#### [WHAT YOU SHOULD DO]
Every record must be copied exactly.

#### [PROVIDED INFORMATION]

§ §

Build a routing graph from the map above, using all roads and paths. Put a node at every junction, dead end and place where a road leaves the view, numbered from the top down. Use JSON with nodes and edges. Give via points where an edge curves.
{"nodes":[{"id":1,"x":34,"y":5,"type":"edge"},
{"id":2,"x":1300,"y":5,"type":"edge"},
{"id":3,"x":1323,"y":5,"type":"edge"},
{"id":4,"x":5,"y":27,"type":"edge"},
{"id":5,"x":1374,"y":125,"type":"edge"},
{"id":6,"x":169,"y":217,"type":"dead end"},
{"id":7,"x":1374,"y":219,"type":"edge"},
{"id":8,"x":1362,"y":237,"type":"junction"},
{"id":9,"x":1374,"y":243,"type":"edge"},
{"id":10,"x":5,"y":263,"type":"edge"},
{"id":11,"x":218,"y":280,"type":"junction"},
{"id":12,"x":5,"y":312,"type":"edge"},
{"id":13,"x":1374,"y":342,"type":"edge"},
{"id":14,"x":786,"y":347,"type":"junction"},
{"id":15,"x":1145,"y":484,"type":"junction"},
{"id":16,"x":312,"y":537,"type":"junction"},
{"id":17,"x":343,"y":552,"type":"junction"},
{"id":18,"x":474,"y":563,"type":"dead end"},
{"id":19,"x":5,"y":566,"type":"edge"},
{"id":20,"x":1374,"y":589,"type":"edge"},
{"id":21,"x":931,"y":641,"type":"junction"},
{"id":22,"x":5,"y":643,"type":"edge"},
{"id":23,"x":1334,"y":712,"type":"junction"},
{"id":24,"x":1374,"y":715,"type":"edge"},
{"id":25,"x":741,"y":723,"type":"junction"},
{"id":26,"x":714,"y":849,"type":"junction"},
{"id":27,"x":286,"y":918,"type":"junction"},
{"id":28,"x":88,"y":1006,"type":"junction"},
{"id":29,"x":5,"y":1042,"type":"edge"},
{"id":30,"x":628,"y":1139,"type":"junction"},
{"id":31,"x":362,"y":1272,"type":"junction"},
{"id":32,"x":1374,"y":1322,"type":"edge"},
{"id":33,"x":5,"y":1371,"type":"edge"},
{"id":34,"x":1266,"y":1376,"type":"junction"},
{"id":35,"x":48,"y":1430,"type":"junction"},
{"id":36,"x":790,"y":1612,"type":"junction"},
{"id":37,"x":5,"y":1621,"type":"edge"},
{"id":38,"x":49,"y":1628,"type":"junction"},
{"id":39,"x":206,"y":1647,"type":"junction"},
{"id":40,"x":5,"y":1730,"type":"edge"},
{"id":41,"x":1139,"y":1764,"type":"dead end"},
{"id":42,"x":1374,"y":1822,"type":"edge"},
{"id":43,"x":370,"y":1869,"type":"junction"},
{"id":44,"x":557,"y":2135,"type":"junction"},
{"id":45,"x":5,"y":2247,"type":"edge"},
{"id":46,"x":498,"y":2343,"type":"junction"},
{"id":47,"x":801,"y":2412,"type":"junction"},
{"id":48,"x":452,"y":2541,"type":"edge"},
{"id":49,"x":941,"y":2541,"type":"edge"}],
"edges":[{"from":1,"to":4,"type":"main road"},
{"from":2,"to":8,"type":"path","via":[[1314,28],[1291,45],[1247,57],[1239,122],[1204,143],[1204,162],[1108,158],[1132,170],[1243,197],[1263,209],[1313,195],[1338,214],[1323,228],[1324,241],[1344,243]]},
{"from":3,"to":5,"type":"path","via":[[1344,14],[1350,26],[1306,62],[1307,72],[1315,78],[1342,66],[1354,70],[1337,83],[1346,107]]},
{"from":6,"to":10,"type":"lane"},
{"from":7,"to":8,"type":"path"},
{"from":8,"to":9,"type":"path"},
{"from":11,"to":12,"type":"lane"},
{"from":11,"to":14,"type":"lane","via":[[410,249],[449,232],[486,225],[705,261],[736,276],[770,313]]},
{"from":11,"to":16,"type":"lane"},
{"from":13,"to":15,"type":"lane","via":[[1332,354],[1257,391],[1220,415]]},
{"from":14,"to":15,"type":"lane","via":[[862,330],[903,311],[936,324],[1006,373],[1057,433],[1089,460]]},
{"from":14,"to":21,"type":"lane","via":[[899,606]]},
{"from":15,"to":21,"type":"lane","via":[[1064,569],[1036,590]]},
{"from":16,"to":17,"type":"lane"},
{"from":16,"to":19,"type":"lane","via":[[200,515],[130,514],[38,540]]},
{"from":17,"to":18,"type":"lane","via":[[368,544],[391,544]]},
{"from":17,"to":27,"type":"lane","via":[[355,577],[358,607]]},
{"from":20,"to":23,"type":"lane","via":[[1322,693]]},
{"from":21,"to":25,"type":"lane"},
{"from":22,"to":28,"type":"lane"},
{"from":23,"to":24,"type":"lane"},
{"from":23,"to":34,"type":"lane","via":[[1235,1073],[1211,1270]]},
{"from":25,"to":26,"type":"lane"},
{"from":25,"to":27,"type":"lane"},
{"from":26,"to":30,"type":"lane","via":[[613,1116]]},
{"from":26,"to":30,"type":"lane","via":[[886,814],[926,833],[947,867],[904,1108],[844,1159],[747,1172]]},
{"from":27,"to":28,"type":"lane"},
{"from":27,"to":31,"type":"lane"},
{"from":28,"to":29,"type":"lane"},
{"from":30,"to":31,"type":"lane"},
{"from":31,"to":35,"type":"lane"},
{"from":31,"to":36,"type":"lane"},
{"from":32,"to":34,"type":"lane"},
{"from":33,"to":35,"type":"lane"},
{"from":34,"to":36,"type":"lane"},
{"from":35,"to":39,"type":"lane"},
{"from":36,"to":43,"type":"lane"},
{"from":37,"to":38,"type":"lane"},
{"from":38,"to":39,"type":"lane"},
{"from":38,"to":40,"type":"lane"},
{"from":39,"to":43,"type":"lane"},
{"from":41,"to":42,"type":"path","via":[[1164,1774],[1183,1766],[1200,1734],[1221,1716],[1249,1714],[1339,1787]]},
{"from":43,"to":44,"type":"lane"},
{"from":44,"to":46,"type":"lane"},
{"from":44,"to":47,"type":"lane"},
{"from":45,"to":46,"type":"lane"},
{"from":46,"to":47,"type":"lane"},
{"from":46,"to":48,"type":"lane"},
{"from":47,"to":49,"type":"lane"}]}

§ §

#### [THE ANSWER]
Build a routing graph from the map above, using all roads and paths. Put a node at every junction, dead end and place where a road leaves the view, numbered from the top down. Use JSON with nodes and edges. Give via points where an edge curves.
{"nodes":[{"id":1,"x":34,"y":5,"type":"edge"},
{"id":2,"x":1300,"y":5,"type":"edge"},
{"id":3,"x":1323,"y":5,"type":"edge"},
{"id":4,"x":5,"y":27,"type":"edge"},
{"id":5,"x":1374,"y":125,"type":"edge"},
{"id":6,"x":169,"y":217,"type":"dead end"},
{"id":7,"x":1374,"y":219,"type":"edge"},
{"id":8,"x":1362,"y":237,"type":"junction"},
{"id":9,"x":1374,"y":243,"type":"edge"},
{"id":10,"x":5,"y":263,"type":"edge"},
{"id":11,"x":218,"y":280,"type":"junction"},
{"id":12,"x":5,"y":312,"type":"edge"},
{"id":13,"x":1374,"y":342,"type":"edge"},
{"id":14,"x":786,"y":347,"type":"junction"},
{"id":15,"x":1145,"y":484,"type":"junction"},
{"id":16,"x":312,"y":537,"type":"junction"},
{"id":17,"x":343,"y":552,"type":"junction"},
{"id":18,"x":474,"y":563,"type":"dead end"},
{"id":19,"x":5,"y":566,"type":"edge"},
{"id":20,"x":1374,"y":589,"type":"edge"},
{"id":21,"x":931,"y":641,"type":"junction"},
{"id":22,"x":5,"y":643,"type":"edge"},
{"id":23,"x":1334,"y":712,"type":"junction"},
{"id":24,"x":1374,"y":715,"type":"edge"},
{"id":25,"x":741,"y":723,"type":"junction"},
{"id":26,"x":714,"y":849,"type":"junction"},
{"id":27,"x":286,"y":918,"type":"junction"},
{"id":28,"x":88,"y":1006,"type":"junction"},
{"id":29,"x":5,"y":1042,"type":"edge"},
{"id":30,"x":628,"y":1139,"type":"junction"},
{"id":31,"x":362,"y":1272,"type":"junction"},
{"id":32,"x":1374,"y":1322,"type":"edge"},
{"id":33,"x":5,"y":1371,"type":"edge"},
{"id":34,"x":1266,"y":1376,"type":"junction"},
{"id":35,"x":48,"y":1430,"type":"junction"},
{"id":36,"x":790,"y":1612,"type":"junction"},
{"id":37,"x":5,"y":1621,"type":"edge"},
{"id":38,"x":49,"y":1628,"type":"junction"},
{"id":39,"x":206,"y":1647,"type":"junction"},
{"id":40,"x":5,"y":1730,"type":"edge"},
{"id":41,"x":1139,"y":1764,"type":"dead end"},
{"id":42,"x":1374,"y":1822,"type":"edge"},
{"id":43,"x":370,"y":1869,"type":"junction"},
{"id":44,"x":557,"y":2135,"type":"junction"},
{"id":45,"x":5,"y":2247,"type":"edge"},
{"id":46,"x":498,"y":2343,"type":"junction"},
{"id":47,"x":801,"y":2412,"type":"junction"},
{"id":48,"x":452,"y":2541,"type":"edge"},
{"id":49,"x":941,"y":2541,"type":"edge"}],
"edges":[{"from":1,"to":4,"type":"main road"},
{"from":2,"to":8,"type":"path","via":[[1314,28],[1291,45],[1247,57],[1239,122],[1204,143],[1204,162],[1108,158],[1132,170],[1243,197],[1263,209],[1313,195],[1338,214],[1323,228],[1324,241],[1344,243]]},
{"from":3,"to":5,"type":"path","via":[[1344,14],[1350,26],[1306,62],[1307,72],[1315,78],[1342,66],[1354,70],[1337,83],[1346,107]]},
{"from":6,"to":10,"type":"lane"},
{"from":7,"to":8,"type":"path"},
{"from":8,"to":9,"type":"path"},
{"from":11,"to":12,"type":"lane"},
{"from":11,"to":14,"type":"lane","via":[[410,249],[449,232],[486,225],[705,261],[736,276],[770,313]]},
{"from":11,"to":16,"type":"lane"},
{"from":13,"to":15,"type":"lane","via":[[1332,354],[1257,391],[1220,415]]},
{"from":14,"to":15,"type":"lane","via":[[862,330],[903,311],[936,324],[1006,373],[1057,433],[1089,460]]},
{"from":14,"to":21,"type":"lane","via":[[899,606]]},
{"from":15,"to":21,"type":"lane","via":[[1064,569],[1036,590]]},
{"from":16,"to":17,"type":"lane"},
{"from":16,"to":19,"type":"lane","via":[[200,515],[130,514],[38,540]]},
{"from":17,"to":18,"type":"lane","via":[[368,544],[391,544]]},
{"from":17,"to":27,"type":"lane","via":[[355,577],[358,607]]},
{"from":20,"to":23,"type":"lane","via":[[1322,693]]},
{"from":21,"to":25,"type":"lane"},
{"from":22,"to":28,"type":"lane"},
{"from":23,"to":24,"type":"lane"},
{"from":23,"to":34,"type":"lane","via":[[1235,1073],[1211,1270]]},
{"from":25,"to":26,"type":"lane"},
{"from":25,"to":27,"type":"lane"},
{"from":26,"to":30,"type":"lane","via":[[613,1116]]},
{"from":26,"to":30,"type":"lane","via":[[886,814],[926,833],[947,867],[904,1108],[844,1159],[747,1172]]},
{"from":27,"to":28,"type":"lane"},
{"from":27,"to":31,"type":"lane"},
{"from":28,"to":29,"type":"lane"},
{"from":30,"to":31,"type":"lane"},
{"from":31,"to":35,"type":"lane"},
{"from":31,"to":36,"type":"lane"},
{"from":32,"to":34,"type":"lane"},
{"from":33,"to":35,"type":"lane"},
{"from":34,"to":36,"type":"lane"},
{"from":35,"to":39,"type":"lane"},
{"from":36,"to":43,"type":"lane"},
{"from":37,"to":38,"type":"lane"},
{"from":38,"to":39,"type":"lane"},
{"from":38,"to":40,"type":"lane"},
{"from":39,"to":43,"type":"lane"},
{"from":41,"to":42,"type":"path","via":[[1164,1774],[1183,1766],[1200,1734],[1221,1716],[1249,1714],[1339,1787]]},
{"from":43,"to":44,"type":"lane"},
{"from":44,"to":46,"type":"lane"},
{"from":44,"to":47,"type":"lane"},
{"from":45,"to":46,"type":"lane"},
{"from":46,"to":47,"type":"lane"},
{"from":46,"to":48,"type":"lane"},
{"from":47,"to":49,"type":"lane"}]}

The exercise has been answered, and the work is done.